Chemistry - Is palladium really that poisonous?
Solution 1:
Intoxication can be acute (short time of exposure, effects appear fast), or chronic (longer exposures, the onset toxic effects will take days, months or years). For Iron Man it seems clear that this would be a chronic intoxication.
I found this safety guideline from the EMA, which states:
Mice given $\ce{PdCl2}$ in drinking water (5 mg palladium/l) for a lifetime showed suppression of body weight and an increase in amyloidosis of several inner organs. In another study of questionable value (chloropalladosamine was given enterally to rats for about 6 months) a dose of 0.08 mg/kg body weight (corresponding to 0.041 mg $\ce{Pd^2+}$/kg) was determined as the no-observed-effect-level (NOEL), above which changes in body weight, hemoglobin content, blood serum parameters as well as functional and morphological changes have been reported. There is insufficient histological information available from this study.
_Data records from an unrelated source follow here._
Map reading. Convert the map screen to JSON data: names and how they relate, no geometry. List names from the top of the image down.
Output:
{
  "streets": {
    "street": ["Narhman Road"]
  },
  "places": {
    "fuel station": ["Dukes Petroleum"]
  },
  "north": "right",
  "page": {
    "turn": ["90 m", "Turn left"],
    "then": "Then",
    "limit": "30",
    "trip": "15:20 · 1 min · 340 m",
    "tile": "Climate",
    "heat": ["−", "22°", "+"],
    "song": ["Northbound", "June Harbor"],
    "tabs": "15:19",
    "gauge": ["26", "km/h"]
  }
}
Extrapolating human toxicity from mice data is a long shot, but since this is all we have it will have to do. Also, bear with me for pretty inaccurate math from here on (it's fiction anyway).
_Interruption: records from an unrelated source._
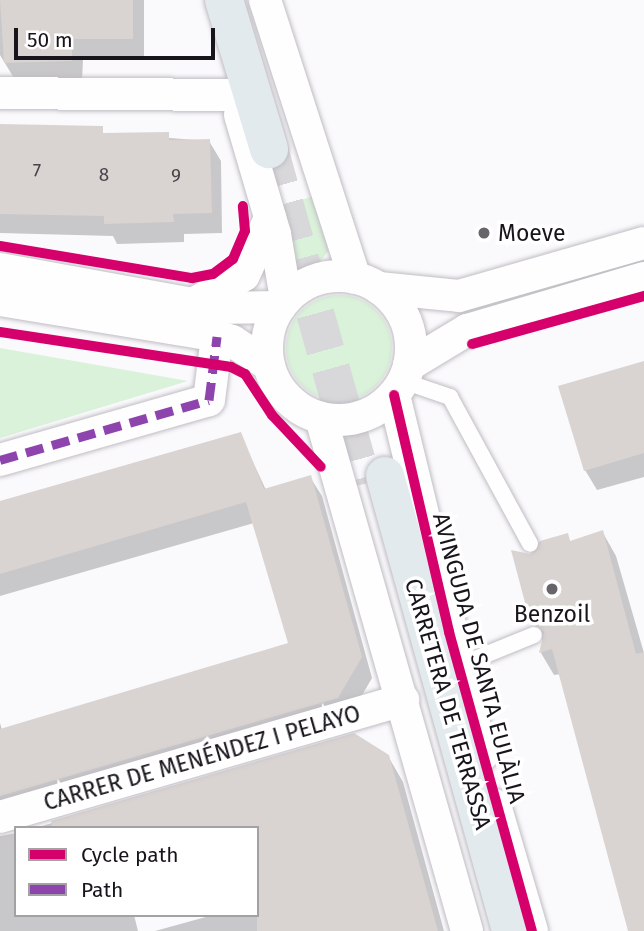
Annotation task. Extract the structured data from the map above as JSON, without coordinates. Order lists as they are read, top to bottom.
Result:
{
  "streets": {
    "main road": ["CARRETERA DE TERRASSA"],
    "street": ["AVINGUDA DE SANTA EULÀLIA", "CARRER DE MENÉNDEZ I PELAYO"]
  },
  "places": ["Moeve", "Benzoil"],
  "house_numbers": ["7", "8", "9"],
  "legend": ["Cycle path", "Path"],
  "scale_bar": "50 m"
}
It's been a while since I watched the movie, but if I recall correctly each palladium piece was roughly 7cm x 4cm x 1cm. That's a volume of 28cm$^3$. The density of palladium is 12.023g/cm$^3$, therefore this piece weighs a bit under 350g.
I'm going to assume that he burns through a palladium piece every two days. Good times.
The NOEL (see above) is 0.08mg/kg/day. For an 85kg human, that's 6.8mg/day, roughly 0.02% of the mass in the reactor. I recall that the palladium was heavily corroded when he extracted it, so a loss of 0.5-1% of palladium seems pretty reasonable. Being conservative, the reactor would release about 0.9g a day. If more than one tenth of a thousandth of this palladium is absorbed by Tony's bloodstream (which doesn't sound like much), then he will be in trouble.
To sum up, yes, I do believe it possible to suffer from palladium poisoning if you have a chunk of that thing dissolving inside your chest day and night.
Answering the other half of your question, Tony Stark used palladium for his first arc reactor in the first Iron Man. I don't think it was planned, they just went with it.
Solution 2:
Palladium as metal is a bio-compatible material used in many medical devices nowadays (cf. Platinum Metals Rev., 2012, 56, (3), 213–217) problems, however, may arise from compounds containing palladium e.g. if you ingest palladium because it can be easily bio-methylated but in general, this doesn't kill you but cause hypersensitivity to the metal.
If we take a look at references the poisoning was due to the fact that:
... palladium was continuously eroded by the neutron bombardment and released deadly poisons into Tony's bloodstream.
If somehow you use neutron bombardment over palladium you will get $\ce{^{103}Pd}$ that is a radioactive isotope of the palladium with a half-life of 15 days that would be definitely very harmful to your health hence is more probable that the risks come from the radioactivity of the metal.
So summarizing performing neutron bombardment inside your body (not the best way to produce energy, because actually is an energy-consuming process) definitely will kill you someday but this not because of Palladium corrosion but because of its radioactivity.